L’adjonction d’un étage fut aussi réalisée au pavillon de Dondeokjeon bâti en 1901 à l’intention des personnalités invitées aux cérémonies de commémoration du 40e anniversaire de l’empereur, lesquelles durent finalement être annulées. Par la suite, cet édifice alliant les styles gothique et Renaissance n’allait pas moins servir régulièrement à l’accueil des dignitaires étrangers par l’empereur ou à la tenue de banquets où assistaient les hauts fonctionnaires arborant leurs costumes à queue-de-pie.

Le pavillon de Seokjojeon, pour sa part, constitue la plus grande construction de style occidental qui soit parvenue jusqu’à nos jours dans l’enceinte du palais. Sa réalisation est due à deux Britanniques dont l’un, John McLeavy Brown, qui occupait le poste de conseiller aux finances, eut l’initiative, tandis que l’autre, un ingénieur nommé J. R. Harding, qui avait exercé à Shanghai, se chargea de la conception.

Au terme de leurs études, ils proposèrent de réaliser un édifice de style néo-classique convenant à ce roi désireux de symboliser la modernité du pays en dépit des difficultés économiques que connaissait celui-ci, mais le chantier qu’il exigea ne s’acheva malheureusement qu’au mois de juin 1910, soit deux mois à peine avant l’annexion japonaise.

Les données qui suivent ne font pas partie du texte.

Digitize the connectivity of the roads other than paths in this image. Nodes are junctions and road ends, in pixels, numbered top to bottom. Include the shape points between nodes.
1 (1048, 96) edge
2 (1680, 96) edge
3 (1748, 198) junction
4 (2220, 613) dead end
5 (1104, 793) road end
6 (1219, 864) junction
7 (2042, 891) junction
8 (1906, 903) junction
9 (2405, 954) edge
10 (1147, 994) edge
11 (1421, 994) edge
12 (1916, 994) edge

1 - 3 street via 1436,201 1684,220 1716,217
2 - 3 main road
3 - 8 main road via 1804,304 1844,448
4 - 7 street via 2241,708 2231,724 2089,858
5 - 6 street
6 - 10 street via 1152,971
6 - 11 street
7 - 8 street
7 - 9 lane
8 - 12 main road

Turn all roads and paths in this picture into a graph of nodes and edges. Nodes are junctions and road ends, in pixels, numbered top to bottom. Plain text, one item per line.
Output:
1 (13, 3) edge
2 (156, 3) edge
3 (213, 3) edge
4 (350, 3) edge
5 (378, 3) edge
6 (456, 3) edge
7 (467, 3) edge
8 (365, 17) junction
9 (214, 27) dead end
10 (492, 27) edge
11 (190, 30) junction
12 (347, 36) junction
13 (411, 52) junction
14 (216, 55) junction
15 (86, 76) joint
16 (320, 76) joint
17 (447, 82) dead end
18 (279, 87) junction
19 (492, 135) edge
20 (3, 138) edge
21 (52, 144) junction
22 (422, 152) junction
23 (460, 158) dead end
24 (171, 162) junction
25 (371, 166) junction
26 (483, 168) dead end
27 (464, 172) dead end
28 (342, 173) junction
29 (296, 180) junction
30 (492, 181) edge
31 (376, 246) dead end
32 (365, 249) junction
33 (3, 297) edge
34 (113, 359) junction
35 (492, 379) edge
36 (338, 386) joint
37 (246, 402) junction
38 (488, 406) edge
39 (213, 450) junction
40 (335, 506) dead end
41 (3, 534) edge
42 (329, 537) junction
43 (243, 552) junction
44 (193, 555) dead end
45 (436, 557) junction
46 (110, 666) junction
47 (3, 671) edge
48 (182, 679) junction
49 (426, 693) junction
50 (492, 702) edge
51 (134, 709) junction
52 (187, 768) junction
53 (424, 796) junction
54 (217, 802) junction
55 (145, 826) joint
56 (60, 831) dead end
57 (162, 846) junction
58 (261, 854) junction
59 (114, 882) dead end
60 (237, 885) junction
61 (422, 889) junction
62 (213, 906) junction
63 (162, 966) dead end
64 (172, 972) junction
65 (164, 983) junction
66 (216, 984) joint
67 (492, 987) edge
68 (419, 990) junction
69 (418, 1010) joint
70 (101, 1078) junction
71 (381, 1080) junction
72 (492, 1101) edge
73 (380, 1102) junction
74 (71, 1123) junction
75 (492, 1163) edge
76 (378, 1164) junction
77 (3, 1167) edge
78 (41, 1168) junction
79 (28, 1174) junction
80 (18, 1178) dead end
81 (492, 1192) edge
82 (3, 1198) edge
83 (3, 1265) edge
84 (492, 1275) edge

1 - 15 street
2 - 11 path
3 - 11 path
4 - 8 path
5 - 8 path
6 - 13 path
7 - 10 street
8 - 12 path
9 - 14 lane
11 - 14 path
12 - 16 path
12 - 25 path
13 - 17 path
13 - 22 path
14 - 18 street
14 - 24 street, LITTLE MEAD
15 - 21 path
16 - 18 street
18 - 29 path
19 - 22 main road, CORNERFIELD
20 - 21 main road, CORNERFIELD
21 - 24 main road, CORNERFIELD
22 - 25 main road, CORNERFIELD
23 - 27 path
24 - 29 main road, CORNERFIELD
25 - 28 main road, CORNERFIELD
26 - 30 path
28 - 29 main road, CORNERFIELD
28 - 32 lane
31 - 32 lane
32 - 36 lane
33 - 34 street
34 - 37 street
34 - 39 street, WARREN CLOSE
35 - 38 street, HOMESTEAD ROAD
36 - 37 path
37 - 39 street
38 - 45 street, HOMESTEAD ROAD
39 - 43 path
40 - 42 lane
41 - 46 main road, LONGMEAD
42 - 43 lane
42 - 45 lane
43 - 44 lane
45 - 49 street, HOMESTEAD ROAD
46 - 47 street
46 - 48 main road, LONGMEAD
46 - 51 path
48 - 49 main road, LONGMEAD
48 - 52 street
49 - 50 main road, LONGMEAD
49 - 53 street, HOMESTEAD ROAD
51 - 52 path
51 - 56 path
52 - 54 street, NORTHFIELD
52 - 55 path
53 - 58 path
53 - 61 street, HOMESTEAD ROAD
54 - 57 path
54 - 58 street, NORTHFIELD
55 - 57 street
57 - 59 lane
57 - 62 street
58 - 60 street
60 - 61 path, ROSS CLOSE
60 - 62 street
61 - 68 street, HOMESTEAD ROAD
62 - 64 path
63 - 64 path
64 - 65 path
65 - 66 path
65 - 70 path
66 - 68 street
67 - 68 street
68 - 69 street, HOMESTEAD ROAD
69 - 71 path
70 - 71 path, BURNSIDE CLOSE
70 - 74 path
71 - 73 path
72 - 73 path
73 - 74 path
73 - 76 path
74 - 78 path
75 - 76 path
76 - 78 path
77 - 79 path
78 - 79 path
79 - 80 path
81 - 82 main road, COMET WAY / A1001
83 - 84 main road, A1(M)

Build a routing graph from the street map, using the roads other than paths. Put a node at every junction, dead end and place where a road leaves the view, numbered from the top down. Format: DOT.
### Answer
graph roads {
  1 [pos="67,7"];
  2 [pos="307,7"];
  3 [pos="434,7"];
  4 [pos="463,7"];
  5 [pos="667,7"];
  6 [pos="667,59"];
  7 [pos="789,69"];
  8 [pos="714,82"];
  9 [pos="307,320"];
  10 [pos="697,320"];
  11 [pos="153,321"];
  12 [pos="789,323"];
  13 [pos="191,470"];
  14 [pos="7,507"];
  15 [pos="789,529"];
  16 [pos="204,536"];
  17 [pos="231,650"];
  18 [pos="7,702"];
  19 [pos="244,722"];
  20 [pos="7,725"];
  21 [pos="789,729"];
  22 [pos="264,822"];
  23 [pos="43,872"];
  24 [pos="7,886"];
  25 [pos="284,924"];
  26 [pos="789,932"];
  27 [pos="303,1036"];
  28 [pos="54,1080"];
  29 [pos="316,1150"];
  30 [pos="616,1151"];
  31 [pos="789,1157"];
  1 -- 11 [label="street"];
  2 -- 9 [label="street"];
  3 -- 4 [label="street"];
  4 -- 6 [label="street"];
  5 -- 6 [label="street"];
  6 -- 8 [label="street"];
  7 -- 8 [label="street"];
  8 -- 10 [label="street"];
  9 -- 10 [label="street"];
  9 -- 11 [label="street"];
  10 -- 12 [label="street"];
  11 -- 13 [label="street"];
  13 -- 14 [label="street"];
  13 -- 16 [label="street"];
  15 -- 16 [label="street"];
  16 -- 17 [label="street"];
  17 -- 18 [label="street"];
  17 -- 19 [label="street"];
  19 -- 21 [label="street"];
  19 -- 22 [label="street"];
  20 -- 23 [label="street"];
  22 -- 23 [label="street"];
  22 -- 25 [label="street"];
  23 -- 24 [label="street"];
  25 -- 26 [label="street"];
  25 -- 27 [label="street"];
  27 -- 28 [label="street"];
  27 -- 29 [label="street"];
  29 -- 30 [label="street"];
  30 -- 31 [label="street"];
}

L’Empire de Corée mit aussi en œuvre divers autres grands travaux d’infrastructure, notamment sous l’impulsion de Yi Chae-yeon, qui était le magistrat en chef de Hanseong, l’ancien nom de Séoul. Ayant également été en poste à la légation coréenne de Washington, il allait concevoir le schéma directeur d’un plan d’urbanisme qui prenait pour modèle la capitale américaine. L’entreprise Hanseong Electric Co., dont la création fit appel à des fonds privés fournis par l’empereur Gojong, se vit quant à elle confier plusieurs travaux d’infrastructure, dont la réalisation des réseaux électrique, téléphonique et du tramway, ainsi que l’adduction d’eau. Dès 1899, elle mit en service une première ligne de tramway qui reliait d’est en ouest le quartier de Seodaemun à celui de Cheongnyangni et fut la deuxième d’Asie après celle de Kyoto. L’année suivante, l’éclairage public allait être assuré sur une grande artère de la capitale, l’avenue de Jongno, dont les réverbères jalonnèrent désormais tout le parcours.

L’action diplomatique
Ayant entrepris dans les années 1880 de gouverner le pays en monarque éclairé, l’empereur entendait adopter la civilisation occidentale et recueillir toute information utile à cette fin auprès des missionnaires, diplomates ou voyageurs qui se trouvaient en Corée. Dans son palais, il fit installer le téléphone et l’électricité, mais y introduisit aussi des produits tels que le champagne ou le café et, lorsqu’il recevait des émissaires étrangers, revêtu de son uniforme de style prussien, il les conviait à des banquets à l’occidentale ou à des dîners servant des plats français.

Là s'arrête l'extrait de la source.